CLEVELAND (AP) — A jury’s finding this week that three major pharmacy chains are responsible for contributing to the scourge of opioid addiction in two Ohio counties may be just the beginning of a protracted legal battle that ultimately could leave the communities no better off.
The reason is the central argument — that pharmacies created a “public nuisance” by dispensing an overwhelming quantity of prescription painkillers into each county.
Thousands of state and local governments have sued drugmakers, distributors and pharmacies over a crisis that has contributed to more than 500,000 overdose deaths in the U.S. over the past two decades. The lawsuits generally center on claims the companies created public nuisances by interfering with the rights of the public through the way they marketed, shipped and sold the drugs — feeding the addictions of some patients and providing pills later diverted to the black market.
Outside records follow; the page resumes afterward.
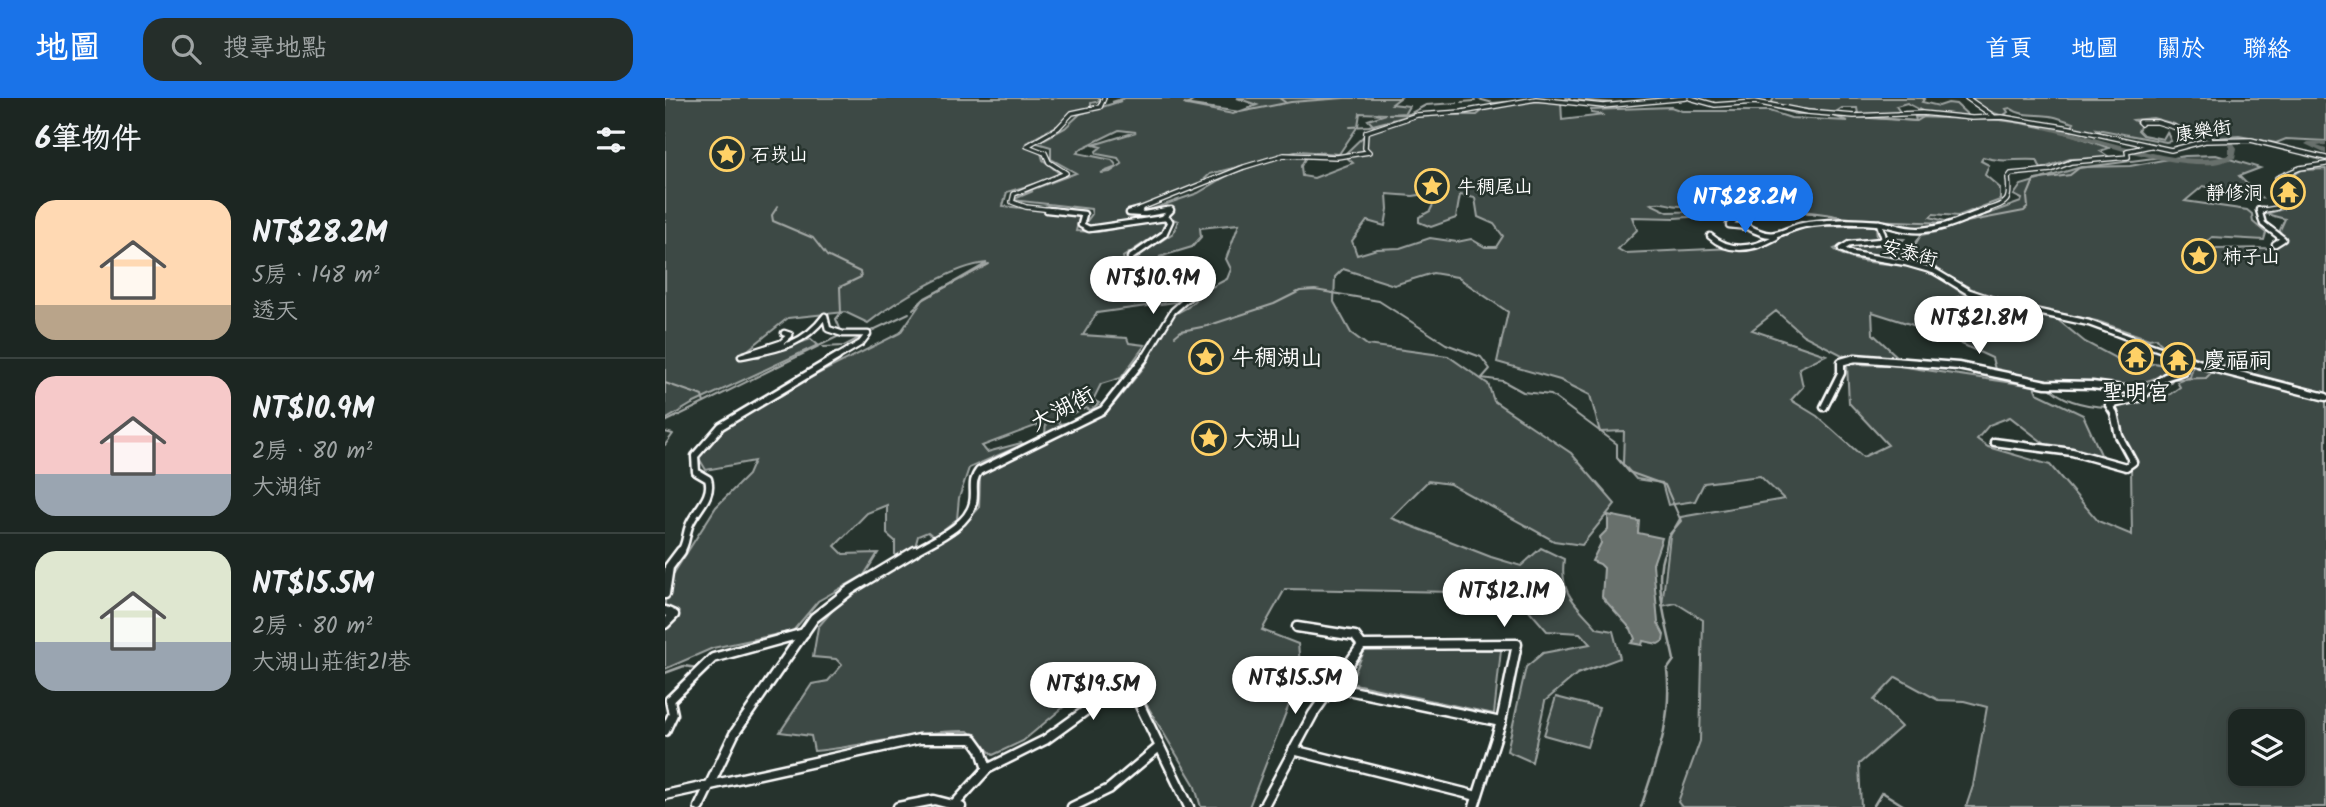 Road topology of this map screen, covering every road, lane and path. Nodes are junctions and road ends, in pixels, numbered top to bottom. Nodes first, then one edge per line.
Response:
1 (1104, 98) edge
2 (1688, 98) edge
3 (1967, 98) edge
4 (1994, 117) junction
5 (2141, 124) dead end
6 (2218, 140) junction
7 (2152, 146) junction
8 (2326, 158) edge
9 (2326, 164) edge
10 (1163, 218) junction
11 (1879, 223) junction
12 (1748, 227) dead end
13 (1710, 236) dead end
14 (1778, 236) junction
15 (2275, 244) dead end
16 (784, 333) dead end
17 (2187, 360) junction
18 (2146, 391) junction
19 (2326, 397) edge
20 (1824, 407) dead end
21 (1994, 442) dead end
22 (665, 594) edge
23 (665, 611) edge
24 (665, 624) edge
25 (1297, 627) dead end
26 (804, 632) junction
27 (1361, 645) junction
28 (1332, 687) junction
29 (668, 700) edge
30 (1501, 722) junction
31 (665, 730) edge
32 (1158, 748) junction
33 (1293, 750) junction
34 (987, 769) junction
35 (710, 783) junction
36 (665, 796) edge
37 (1477, 796) junction
38 (958, 806) edge
39 (699, 807) edge
40 (898, 807) edge
41 (1072, 807) edge
42 (1189, 807) edge
43 (1263, 807) edge
44 (1474, 807) edge

1 - 10 street
2 - 4 street, 康樂街
2 - 10 street, 康樂街
3 - 4 street
4 - 7 street, 康樂街
5 - 6 street
6 - 7 street, 康樂街
6 - 8 street, 康樂街
7 - 11 street
9 - 15 street
10 - 26 street, 大湖街
11 - 14 street
11 - 17 street, 安泰街
12 - 14 street
13 - 14 street
16 - 22 street
17 - 18 street
17 - 19 street, 安泰街
18 - 20 street
18 - 21 street
23 - 24 street
25 - 27 street
26 - 29 street
26 - 35 street
27 - 28 street
27 - 30 street
28 - 30 street
28 - 33 street
29 - 31 street
30 - 37 street
32 - 34 street
32 - 41 street
32 - 42 street
33 - 37 street
33 - 43 street
34 - 35 street
34 - 38 street
35 - 36 street
35 - 39 street
37 - 44 street
38 - 40 street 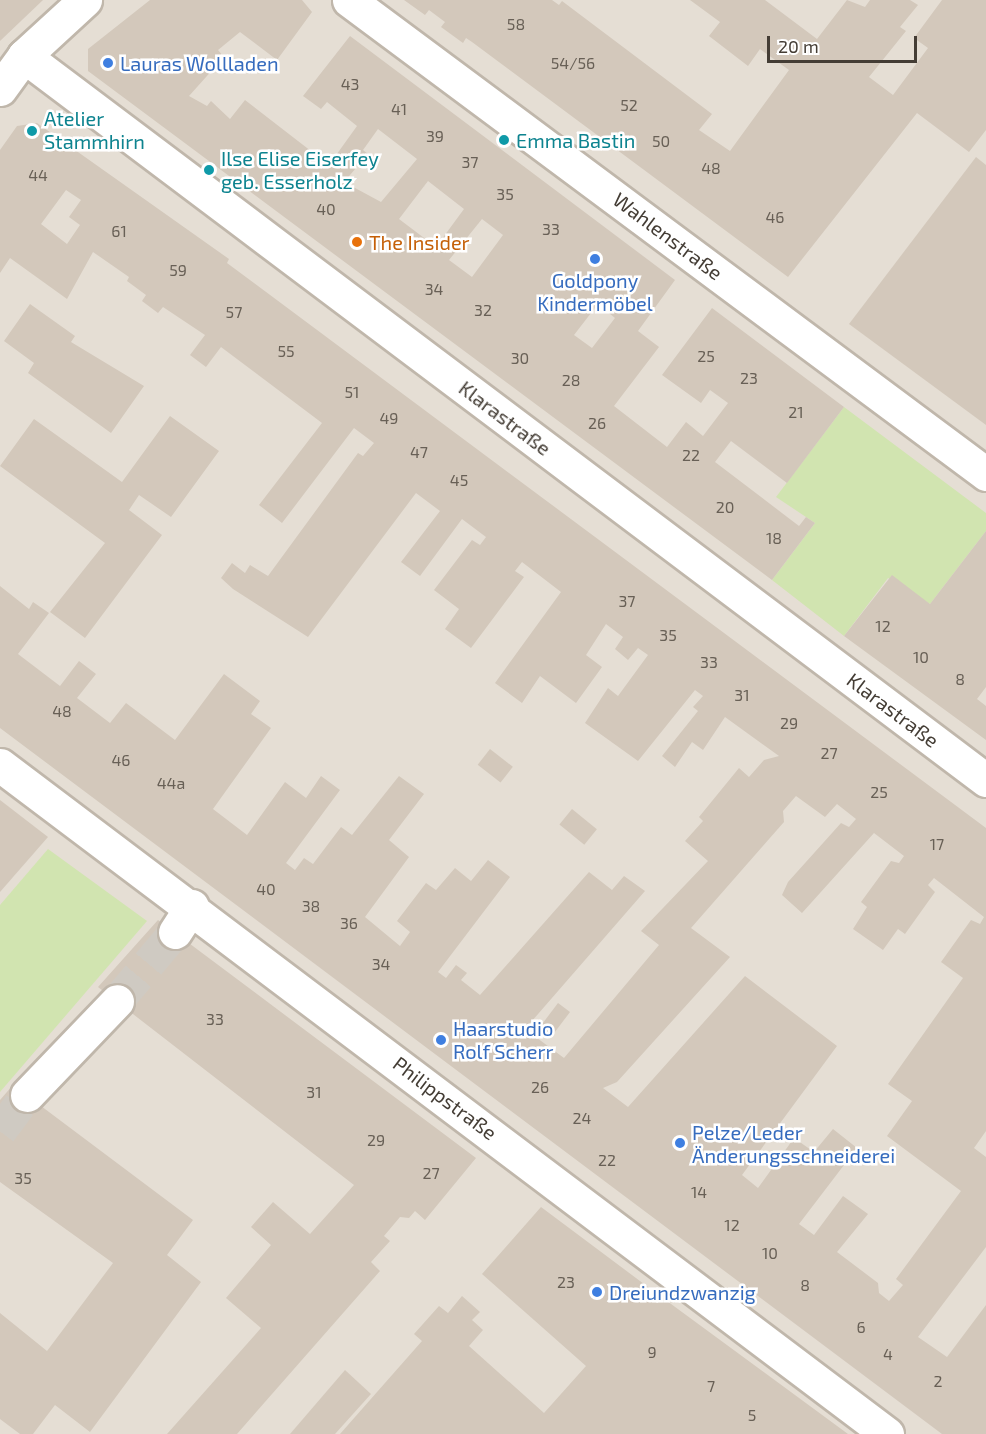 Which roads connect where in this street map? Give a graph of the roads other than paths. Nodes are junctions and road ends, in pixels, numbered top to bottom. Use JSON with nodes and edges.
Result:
{"nodes":[{"id":1,"x":85,"y":0,"type":"edge"},
{"id":2,"x":348,"y":0,"type":"edge"},
{"id":3,"x":24,"y":56,"type":"junction"},
{"id":4,"x":0,"y":89,"type":"edge"},
{"id":5,"x":986,"y":474,"type":"edge"},
{"id":6,"x":0,"y":765,"type":"edge"},
{"id":7,"x":986,"y":780,"type":"edge"},
{"id":8,"x":117,"y":1001,"type":"tunnel mouth"},
{"id":9,"x":27,"y":1095,"type":"tunnel mouth"},
{"id":10,"x":887,"y":1434,"type":"edge"}],
"edges":[{"from":1,"to":3,"type":"street"},
{"from":2,"to":5,"type":"street","name":"Wahlenstraße"},
{"from":3,"to":4,"type":"street"},
{"from":3,"to":7,"type":"street","name":"Klarastraße"},
{"from":6,"to":10,"type":"street","name":"Philippstraße"},
{"from":8,"to":9,"type":"street"}]} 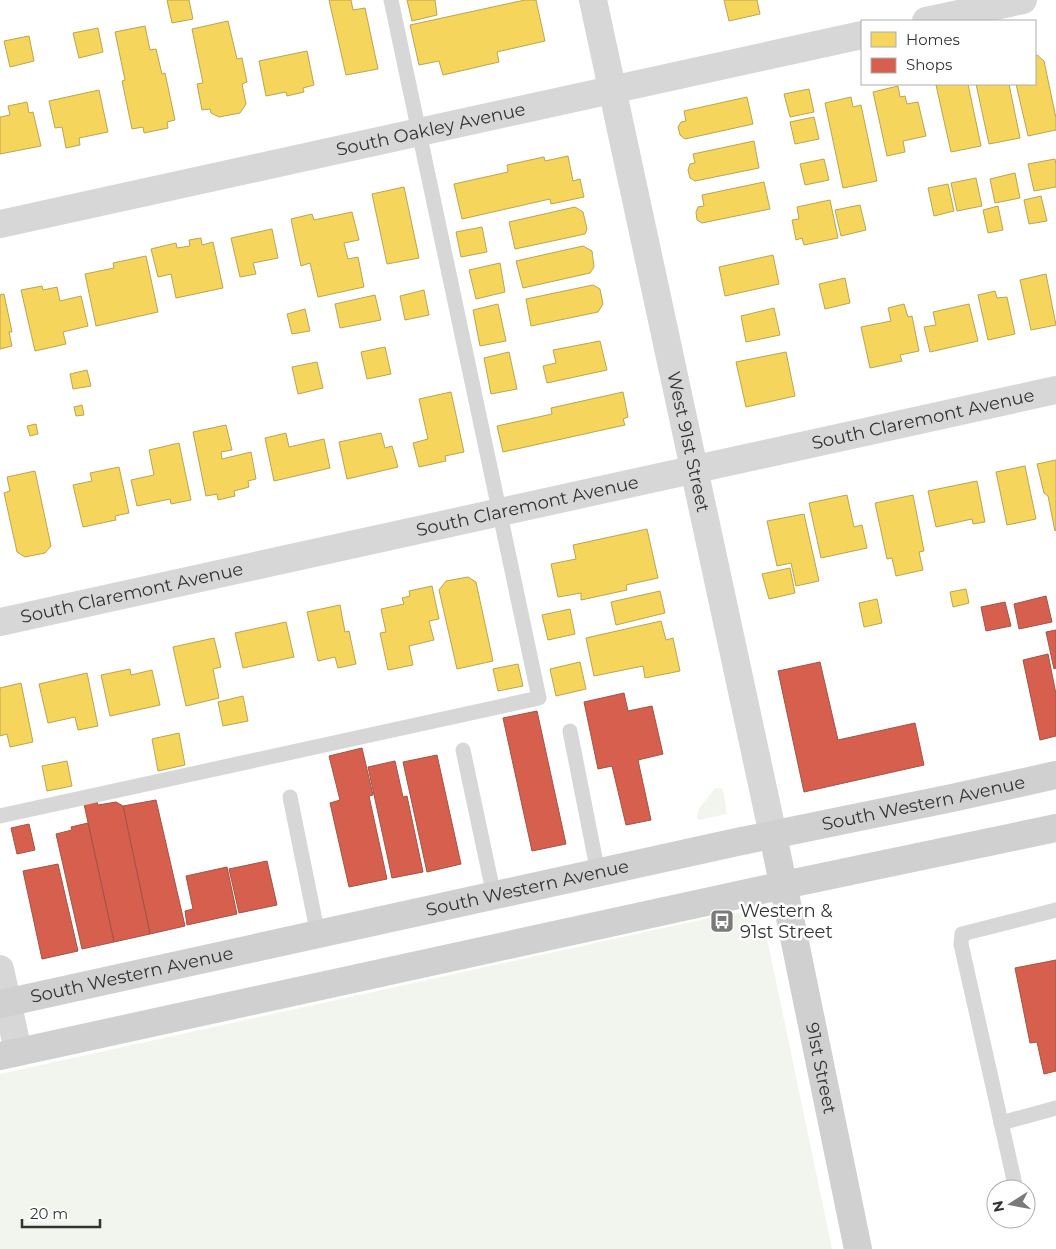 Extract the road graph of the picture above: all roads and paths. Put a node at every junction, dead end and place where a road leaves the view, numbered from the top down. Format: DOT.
graph roads {
  1 [pos="391,0"];
  2 [pos="593,0"];
  3 [pos="1023,0"];
  4 [pos="931,20"];
  5 [pos="861,35"];
  6 [pos="612,90"];
  7 [pos="419,132"];
  8 [pos="0,224"];
  9 [pos="1056,390"];
  10 [pos="694,470"];
  11 [pos="500,512"];
  12 [pos="0,622"];
  13 [pos="570,731"];
  14 [pos="463,750"];
  15 [pos="1056,775"];
  16 [pos="290,797"];
  17 [pos="0,816"];
  18 [pos="1056,828"];
  19 [pos="773,835"];
  20 [pos="598,873"];
  21 [pos="784,886"];
  22 [pos="494,896"];
  23 [pos="1056,910"];
  24 [pos="318,934"];
  25 [pos="0,969"];
  26 [pos="4,1004"];
  27 [pos="9,1053"];
  28 [pos="1056,1108"];
  29 [pos="1001,1123"];
  30 [pos="1014,1179"];
  31 [pos="858,1249"];
  1 -- 7 [label="lane"];
  2 -- 6 [label="street, West 91st Street"];
  3 -- 4 [label="street"];
  5 -- 6 [label="street, South Oakley Avenue"];
  6 -- 7 [label="street, South Oakley Avenue"];
  6 -- 10 [label="street, West 91st Street"];
  7 -- 8 [label="street, South Oakley Avenue"];
  7 -- 11 [label="lane"];
  9 -- 10 [label="street, South Claremont Avenue"];
  10 -- 11 [label="street, South Claremont Avenue"];
  10 -- 19 [label="street, West 91st Street"];
  11 -- 12 [label="street, South Claremont Avenue"];
  11 -- 17 [label="lane"];
  13 -- 20 [label="lane"];
  14 -- 22 [label="lane"];
  15 -- 19 [label="main road, South Western Avenue"];
  16 -- 24 [label="lane"];
  18 -- 21 [label="main road"];
  19 -- 20 [label="main road, South Western Avenue"];
  19 -- 21 [label="main road, West 91st Street"];
  20 -- 22 [label="main road, South Western Avenue"];
  21 -- 27 [label="main road"];
  21 -- 31 [label="main road, 91st Street"];
  22 -- 24 [label="main road, South Western Avenue"];
  23 -- 29 [label="lane"];
  24 -- 26 [label="main road, South Western Avenue"];
  25 -- 26 [label="street"];
  26 -- 27 [label="street"];
  28 -- 29 [label="lane"];
  29 -- 30 [label="lane"];
}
Similar arguments were used in two other cases — in California and Oklahoma — that went in favor of the industry in the weeks before the Ohio jury’s decision. Given those decisions, there is no guarantee that Tuesday’s verdict in the case brought by Lake and Trumbull counties against CVS, Walgreens and Walmart will hold up on appeal or lead to similar decisions elsewhere.
“There’s been a variety of different decisions lately that should give us reason to be cautious about what this really means in the grand scheme,” said Kevin Roy, chief public policy officer at Shatterproof, which advocates for solutions to the nation’s addiction and overdose crisis.
The industry argues it did nothing illegal and that public nuisance laws simply don’t apply to prescribing and distributing prescription painkillers.
“As we have said throughout this process, we never manufactured or marketed opioids nor did we distribute them to the ‘pill mills’ and internet pharmacies that fueled this crisis,” Walgreens spokesperson Fraser Engerman said in a statement. “The plaintiffs’ attempt to resolve the opioid crisis with an unprecedented expansion of public nuisance law is misguided and unsustainable.”
Public nuisance claims are typically used to address local concerns like blighted homes, illegal drug-dealing or dangerous animals. Such claims were used in lawsuits states brought against tobacco companies in the 1990s, but those led to settlements rather than trials.
Lawyers representing the counties and other local governments involved in the broader universe of opioid lawsuits said the companies have been complicit in creating local public health emergencies by opening more locations, flooding communities with pills and facilitating the flow of opioids into a secondary market.
In Trumbull County alone, roughly 80 million prescription painkillers were dispensed between 2012 and 2016 — equivalent to 400 for every resident. In Lake County, it was some 61 million pills.
Rev. Barbara Holzhauser has seen the flood of opioids tear the seams of her community. She has been on the receiving end of too many calls telling her of another overdose death and has officiated at many of those funerals.
“In almost every situation the person, just like my nephew, has tried to get well and has fallen back into it,” said Holzhauser, whose nephew died from an overdose eight years ago.
An assistant minister at Mentor United Methodist Church, she said the crisis has been devastating across Lake County, a mix of blue collar and affluent suburban neighborhoods just east of Cleveland. Holzhauser said she was glad the county was doing something to hold the drug industry accountable.
“I can’t think of anyone that I know that hasn’t been affected by it somehow,” she said.
The attorneys representing local governments in the national opioid litigation cited impacts like those on Lake County in defending the use of public nuisance statutes, asserting companies were negligent or careless. Attorney Mark Lanier said the pharmacies should have exercised greater responsibility in dispensing opioids.